§ TO DO
Track down each line below containing the string "nodes" and copy it.
━━ INFORMATION PROVIDED
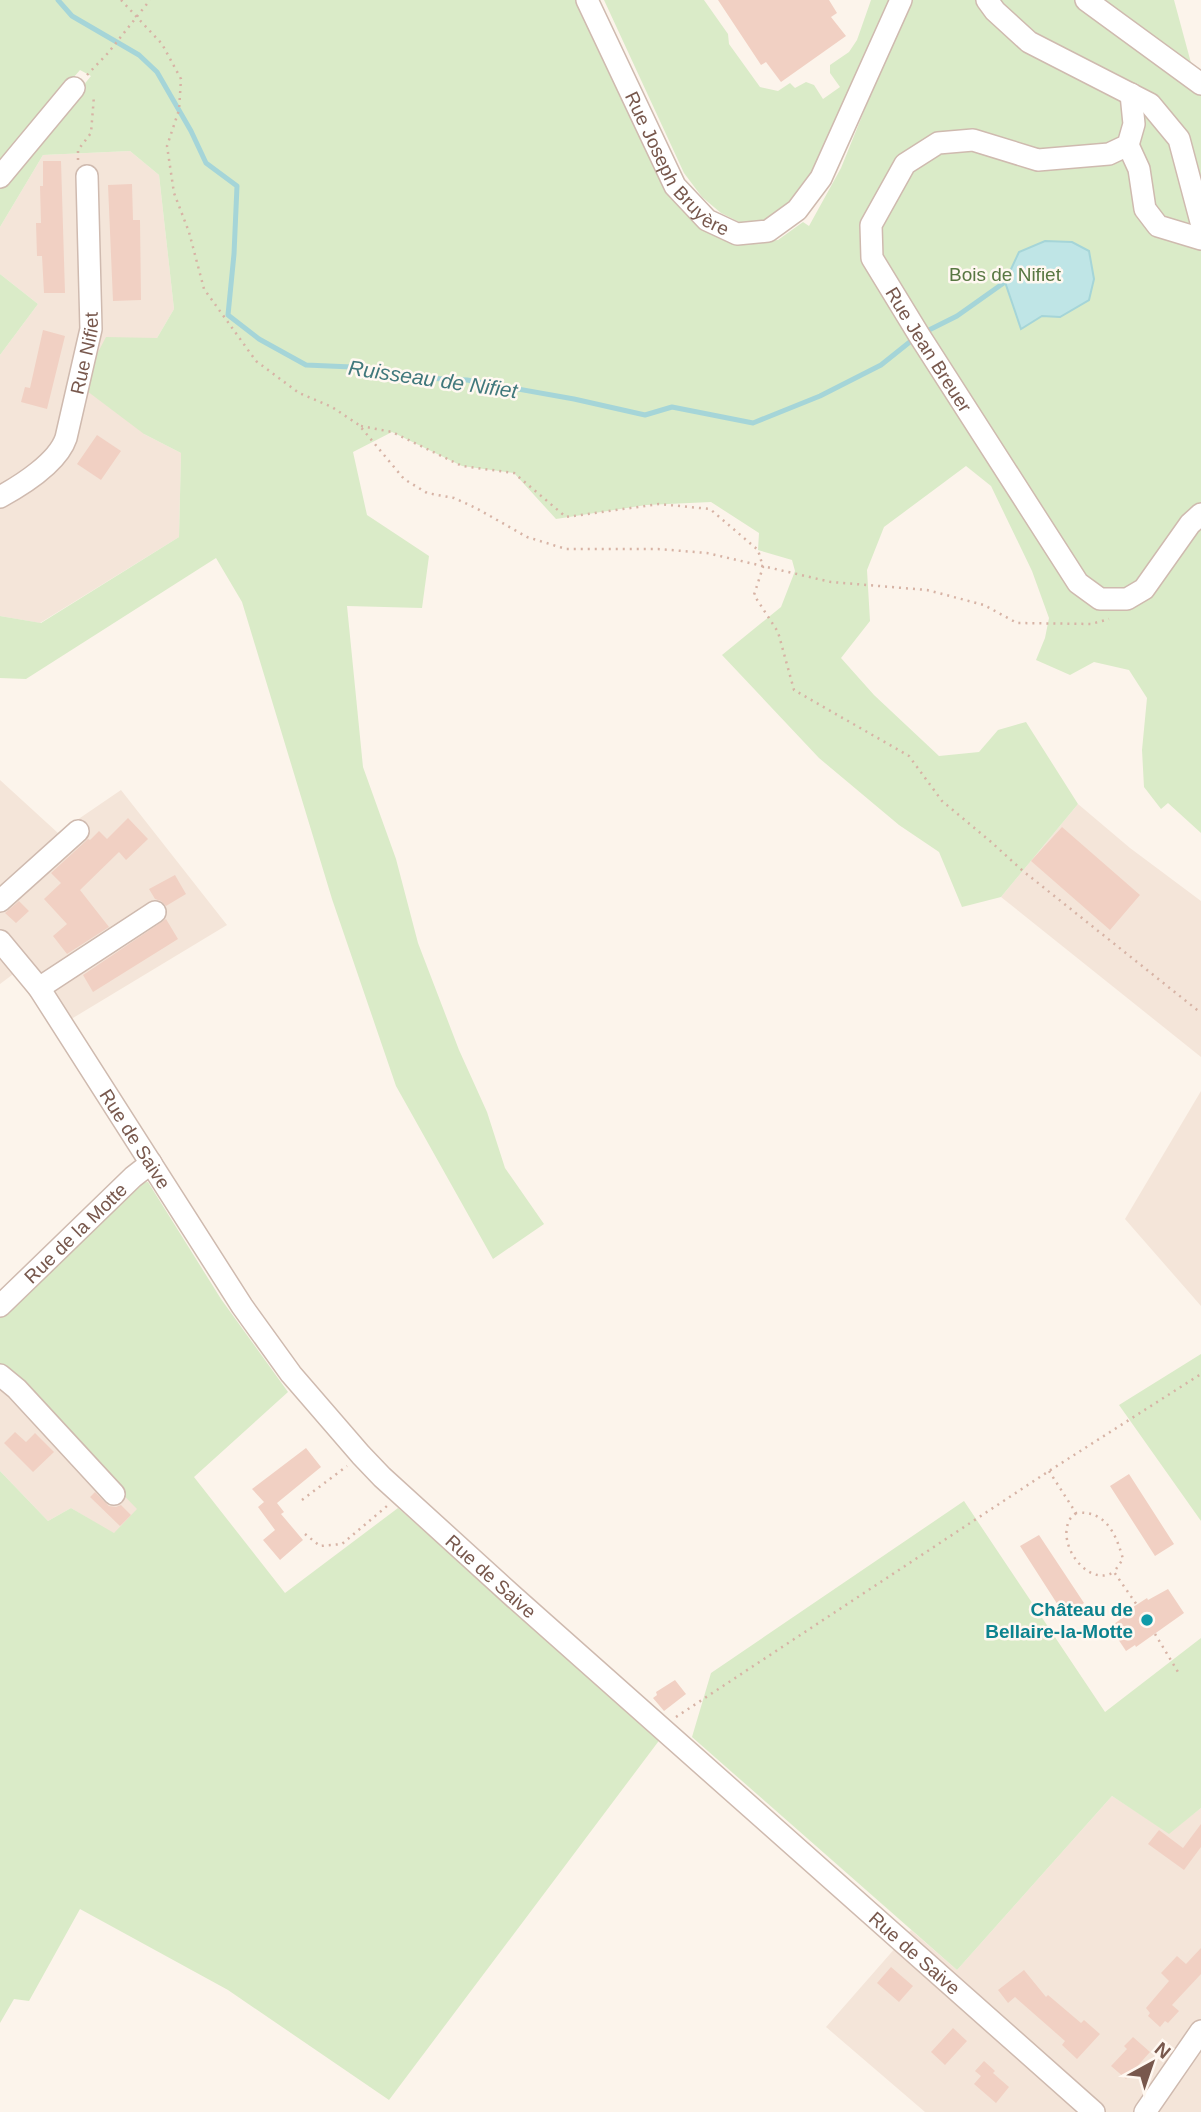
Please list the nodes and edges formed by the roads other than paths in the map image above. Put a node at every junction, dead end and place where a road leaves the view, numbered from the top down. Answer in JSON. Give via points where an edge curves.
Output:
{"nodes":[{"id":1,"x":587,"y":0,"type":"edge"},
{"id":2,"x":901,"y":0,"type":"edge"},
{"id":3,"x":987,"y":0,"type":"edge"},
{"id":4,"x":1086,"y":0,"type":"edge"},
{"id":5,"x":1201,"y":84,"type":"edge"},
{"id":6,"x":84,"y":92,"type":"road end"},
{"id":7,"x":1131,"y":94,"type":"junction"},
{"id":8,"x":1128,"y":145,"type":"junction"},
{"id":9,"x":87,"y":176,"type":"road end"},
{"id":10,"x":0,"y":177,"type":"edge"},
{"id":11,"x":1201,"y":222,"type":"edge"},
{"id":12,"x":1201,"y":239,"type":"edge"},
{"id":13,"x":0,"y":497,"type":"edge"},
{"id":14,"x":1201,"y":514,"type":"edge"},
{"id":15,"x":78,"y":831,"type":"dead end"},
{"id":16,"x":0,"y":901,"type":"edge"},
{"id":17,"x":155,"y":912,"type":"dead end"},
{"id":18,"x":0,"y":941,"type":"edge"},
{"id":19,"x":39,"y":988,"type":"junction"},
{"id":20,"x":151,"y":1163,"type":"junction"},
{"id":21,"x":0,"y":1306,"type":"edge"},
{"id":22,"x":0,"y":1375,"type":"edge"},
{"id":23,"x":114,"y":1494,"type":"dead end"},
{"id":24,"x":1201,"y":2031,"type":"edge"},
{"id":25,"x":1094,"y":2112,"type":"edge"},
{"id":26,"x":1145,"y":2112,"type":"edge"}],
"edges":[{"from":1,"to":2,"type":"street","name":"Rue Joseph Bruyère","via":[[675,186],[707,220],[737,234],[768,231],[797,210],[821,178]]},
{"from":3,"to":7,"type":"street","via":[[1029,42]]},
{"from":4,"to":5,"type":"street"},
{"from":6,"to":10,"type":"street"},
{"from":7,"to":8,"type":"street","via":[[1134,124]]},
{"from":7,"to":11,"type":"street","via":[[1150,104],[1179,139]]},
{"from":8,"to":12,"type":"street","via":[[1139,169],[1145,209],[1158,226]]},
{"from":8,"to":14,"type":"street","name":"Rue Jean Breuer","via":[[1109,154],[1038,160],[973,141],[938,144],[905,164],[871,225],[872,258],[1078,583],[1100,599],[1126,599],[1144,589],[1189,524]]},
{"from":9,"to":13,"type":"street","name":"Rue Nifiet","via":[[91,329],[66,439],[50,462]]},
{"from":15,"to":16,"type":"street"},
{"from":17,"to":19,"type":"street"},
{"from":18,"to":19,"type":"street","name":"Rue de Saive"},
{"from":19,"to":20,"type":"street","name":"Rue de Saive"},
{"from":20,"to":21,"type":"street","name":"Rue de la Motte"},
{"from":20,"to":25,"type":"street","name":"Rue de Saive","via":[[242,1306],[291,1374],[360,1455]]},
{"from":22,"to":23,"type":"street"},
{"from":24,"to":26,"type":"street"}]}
━━━━
§ COMPLETED TASK
Please list the nodes and edges formed by the roads other than paths in the map image above. Put a node at every junction, dead end and place where a road leaves the view, numbered from the top down. Answer in JSON. Give via points where an edge curves.
{"nodes":[{"id":1,"x":587,"y":0,"type":"edge"},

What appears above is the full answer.